TREES ARE NEITHER RIGHT NOR WRONG
I’ve mentioned Joyce Kilmer’s poem, “Trees” before. It begins:
“I think that I shall never see
A poem lovely as a tree…”
But as I walked through the park this morning, it occurred to me to ask, “Which tree is lovelier than a poem?” And is a deciduous tree lovelier in the spring or fall? Or is an evergreen, tall and never changing, lovelier still?
The questions came to me as I entered the west end of the reserve where a stand of deciduous trees have begun to color with hints of autumn. Massed together, they made quite a show of their changing hues, though it is still summer. I continued to walk and noticed that in the middle area, the trees are mixed, some deciduous and others evergreen while at the east end the growth is all pine, their needled branches reaching toward the sky, soundless without the rustling of leaves.

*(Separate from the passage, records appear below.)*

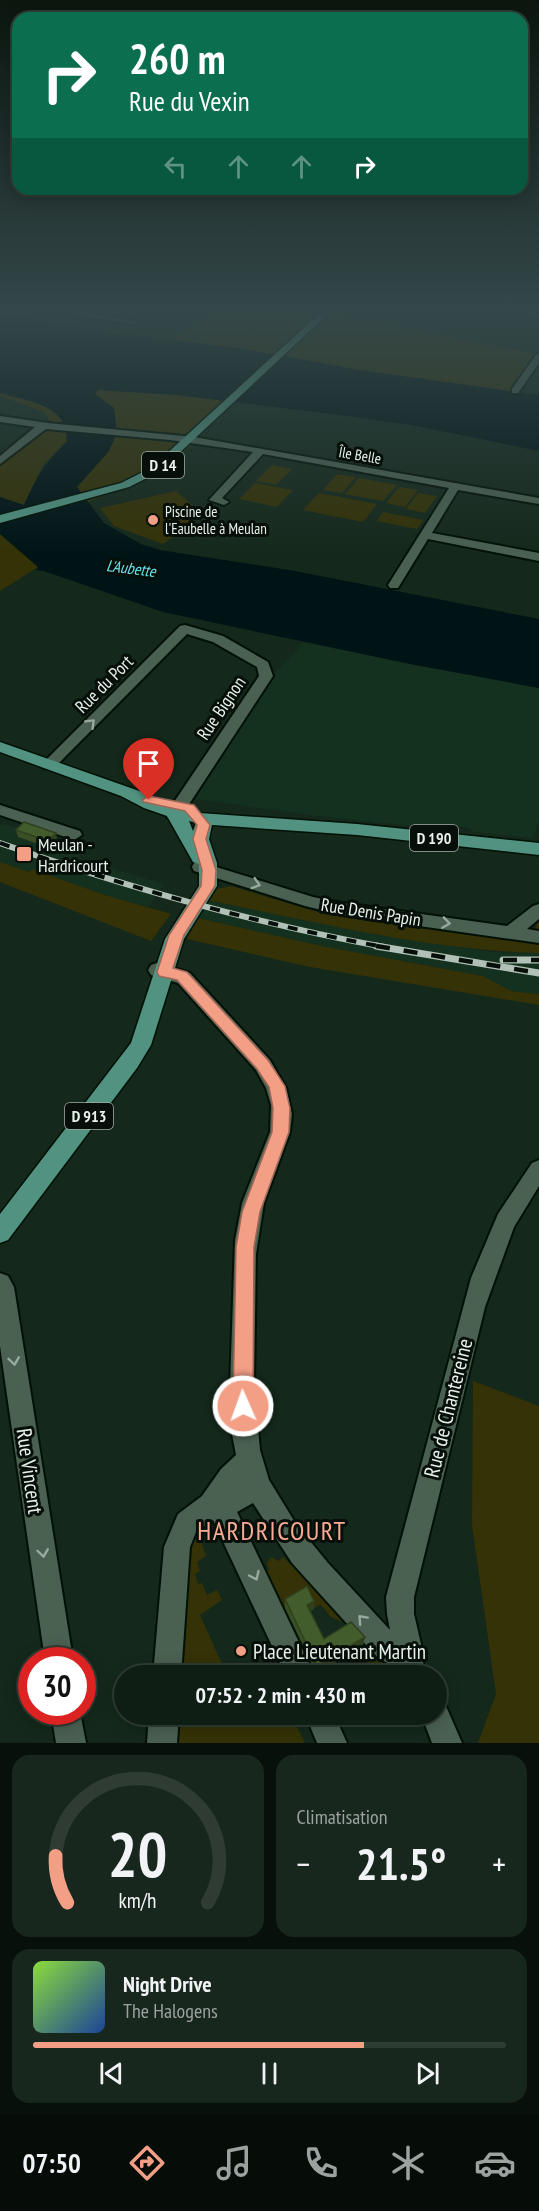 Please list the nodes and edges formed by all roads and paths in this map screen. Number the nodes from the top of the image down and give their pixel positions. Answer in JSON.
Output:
{"nodes":[{"id":1,"x":236,"y":393,"type":"edge"},
{"id":2,"x":0,"y":419,"type":"edge"},
{"id":3,"x":43,"y":426,"type":"junction"},
{"id":4,"x":185,"y":439,"type":"junction"},
{"id":5,"x":259,"y":452,"type":"junction"},
{"id":6,"x":0,"y":461,"type":"edge"},
{"id":7,"x":455,"y":487,"type":"junction"},
{"id":8,"x":539,"y":501,"type":"edge"},
{"id":9,"x":224,"y":502,"type":"dead end"},
{"id":10,"x":0,"y":519,"type":"edge"},
{"id":11,"x":424,"y":536,"type":"junction"},
{"id":12,"x":539,"y":557,"type":"edge"},
{"id":13,"x":394,"y":585,"type":"dead end"},
{"id":14,"x":185,"y":629,"type":"joint"},
{"id":15,"x":0,"y":747,"type":"edge"},
{"id":16,"x":49,"y":765,"type":"junction"},
{"id":17,"x":0,"y":810,"type":"edge"},
{"id":18,"x":193,"y":816,"type":"junction"},
{"id":19,"x":74,"y":835,"type":"dead end"},
{"id":20,"x":539,"y":849,"type":"edge"},
{"id":21,"x":204,"y":869,"type":"junction"},
{"id":22,"x":539,"y":910,"type":"edge"},
{"id":23,"x":512,"y":932,"type":"junction"},
{"id":24,"x":539,"y":937,"type":"edge"},
{"id":25,"x":160,"y":977,"type":"junction"},
{"id":26,"x":539,"y":1169,"type":"edge"},
{"id":27,"x":0,"y":1232,"type":"edge"},
{"id":28,"x":0,"y":1283,"type":"edge"},
{"id":29,"x":253,"y":1471,"type":"junction"},
{"id":30,"x":216,"y":1502,"type":"junction"},
{"id":31,"x":57,"y":1647,"type":"edge"},
{"id":32,"x":168,"y":1665,"type":"edge"},
{"id":33,"x":296,"y":1665,"type":"edge"},
{"id":34,"x":409,"y":1665,"type":"edge"},
{"id":35,"x":410,"y":1665,"type":"edge"},
{"id":36,"x":68,"y":1725,"type":"edge"},
{"id":37,"x":163,"y":1725,"type":"edge"},
{"id":38,"x":324,"y":1725,"type":"edge"},
{"id":39,"x":440,"y":1725,"type":"edge"},
{"id":40,"x":71,"y":1743,"type":"edge"},
{"id":41,"x":162,"y":1743,"type":"edge"},
{"id":42,"x":332,"y":1743,"type":"edge"},
{"id":43,"x":447,"y":1743,"type":"edge"}],
"edges":[{"from":1,"to":4,"type":"main road","number":"D 14"},
{"from":2,"to":3,"type":"street","name":"Île Belle"},
{"from":3,"to":4,"type":"street","name":"Île Belle"},
{"from":3,"to":6,"type":"street"},
{"from":4,"to":5,"type":"street","name":"Île Belle"},
{"from":4,"to":10,"type":"main road","number":"D 14"},
{"from":5,"to":7,"type":"street","name":"Île Belle"},
{"from":5,"to":9,"type":"street"},
{"from":7,"to":8,"type":"street","name":"Île Belle"},
{"from":7,"to":11,"type":"street"},
{"from":11,"to":12,"type":"street"},
{"from":11,"to":13,"type":"street"},
{"from":16,"to":14,"type":"street","name":"Rue du Port","one_way":true},
{"from":14,"to":18,"type":"street","name":"Rue Bignon"},
{"from":15,"to":16,"type":"main road","number":"D 190"},
{"from":16,"to":18,"type":"main road","number":"D 190"},
{"from":17,"to":19,"type":"street"},
{"from":18,"to":20,"type":"main road","number":"D 190"},
{"from":18,"to":21,"type":"main road"},
{"from":21,"to":23,"type":"street","name":"Rue Denis Papin","one_way":true},
{"from":21,"to":25,"type":"main road","number":"D 913"},
{"from":22,"to":23,"type":"street"},
{"from":23,"to":24,"type":"street","name":"Rue Denis Papin"},
{"from":25,"to":27,"type":"main road","number":"D 913"},
{"from":25,"to":29,"type":"street"},
{"from":26,"to":35,"type":"street","name":"Rue de Chantereine"},
{"from":28,"to":31,"type":"street","name":"Rue Vincent","one_way":true},
{"from":29,"to":30,"type":"street"},
{"from":34,"to":29,"type":"street","one_way":true},
{"from":30,"to":32,"type":"street"},
{"from":30,"to":33,"type":"street","one_way":true},
{"from":36,"to":40,"type":"street"},
{"from":37,"to":41,"type":"street"},
{"from":38,"to":42,"type":"street"},
{"from":39,"to":43,"type":"street"}]} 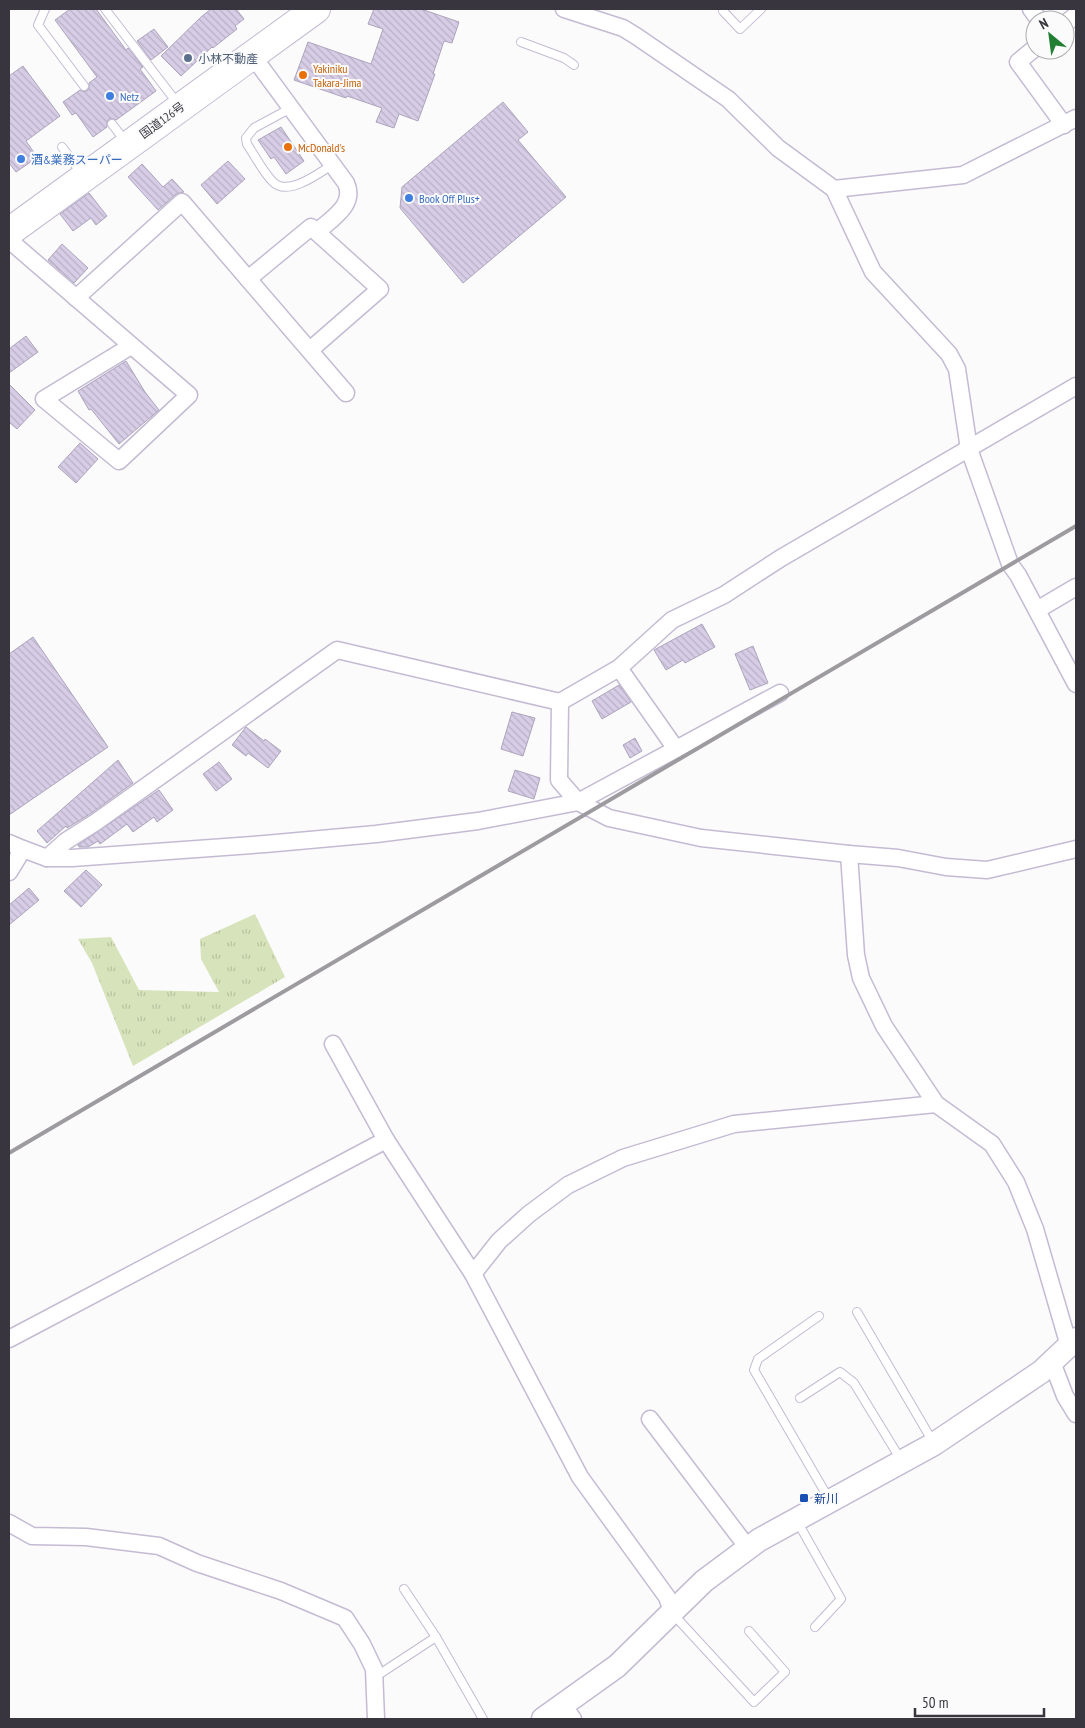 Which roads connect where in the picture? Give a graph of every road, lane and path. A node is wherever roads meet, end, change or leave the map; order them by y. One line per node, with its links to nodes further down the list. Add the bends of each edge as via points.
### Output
1 (45, 9): 11 (lane, via 38,25)
2 (105, 9): 12 (lane)
3 (316, 9): 8 (highway, 国道126号)
4 (564, 9): 18 (street, via 630,32 728,100 778,148)
5 (761, 9): 6 (lane, via 740,29)
6 (723, 11)
7 (521, 42): 10 (lane)
8 (252, 55): 12 (highway, 国道126号); 13 (street)
9 (1025, 56): 14 (street, via 1018,62)
10 (574, 65)
11 (84, 86)
12 (181, 107): 17 (highway, 国道126号, via 120,134)
13 (291, 108): 16 (street); 16 (lane, via 254,128 246,138 246,144 274,184 284,187 298,185)
14 (1070, 121): 18 (street, via 963,175)
15 (62, 147): 17 (lane)
16 (332, 165): 20 (street, via 346,182 348,199 345,206)
17 (84, 177): 19 (highway, 国道126号)
18 (834, 189): 27 (street, via 873,272 949,354 957,369)
19 (14, 228): 22 (street)
20 (317, 232): 21 (street, via 311,227); 24 (street, via 380,289)
21 (248, 279): 22 (street, via 182,202); 24 (street)
22 (76, 298): 23 (street)
23 (131, 346): 23 (street, via 189,395 118,461 44,399)
24 (310, 350): 26 (street)
25 (1076, 386): 27 (street)
26 (346, 393)
27 (969, 449): 29 (street, via 1010,564); 30 (street, via 781,558 724,595 672,620)
28 (1076, 586): 29 (street)
29 (1037, 610): 31 (street)
30 (619, 668): 33 (street); 34 (street)
31 (1075, 679)
32 (780, 693): 34 (street)
33 (560, 702): 35 (street, via 559,780); 39 (street, via 337,650 66,841)
34 (676, 749): 35 (street)
35 (578, 802): 38 (street, via 609,818 701,838); 39 (street, via 478,821 376,834)
36 (16, 846): 39 (street); 40 (street)
37 (1076, 849): 38 (street, via 987,870)
38 (849, 854): 42 (street, via 856,955 861,978 884,1026)
39 (47, 858)
40 (9, 872)
41 (334, 1044): 43 (street)
42 (936, 1104): 44 (street, via 734,1124 623,1158 568,1185 529,1214 499,1241); 48 (street, via 992,1144 1016,1182)
43 (386, 1140): 44 (street); 47 (street)
44 (473, 1274): 60 (street, via 580,1476 667,1597)
45 (857, 1312): 53 (lane)
46 (819, 1316): 55 (lane, via 758,1359 754,1370)
47 (9, 1339)
48 (1073, 1342): 49 (street)
49 (1052, 1362): 51 (street); 53 (street)
50 (800, 1398): 54 (lane, via 840,1372 854,1383)
51 (1076, 1414)
52 (650, 1419): 58 (street)
53 (934, 1444): 54 (street)
54 (902, 1461): 55 (street)
55 (830, 1501): 56 (street)
56 (796, 1519): 58 (street); 61 (lane, via 841,1599)
57 (9, 1523): 64 (street, via 32,1536 86,1537 159,1546 345,1618 374,1668)
58 (748, 1548): 60 (street, via 704,1581)
59 (404, 1589): 63 (lane)
60 (673, 1614): 62 (lane, via 754,1702 785,1672); 65 (street)
61 (815, 1627)
62 (749, 1631)
63 (436, 1637): 64 (lane); 67 (lane)
64 (374, 1678): 66 (street)
65 (568, 1712): 68 (street)
66 (376, 1719)
67 (483, 1719)
68 (544, 1719)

Whether their groupings were by chance or design, their distribution struck me as a mirror of human preference. Some of us like to surround ourselves with people who share our perspectives. Others prefer a variety of acquaintances. I could see the benefits of either choice. Deciduous trees are flexible and adjust to each season while the pines insist upon their permanence by defying the weather.
If I were a tree, I’d choose to live at the center of the park. I enjoy variety though I admit, of course, that the west and east ends of the perimeter are equally beautiful. Having a preference has little to do with truth or being right or wrong.
Much can be learned by observing the trees.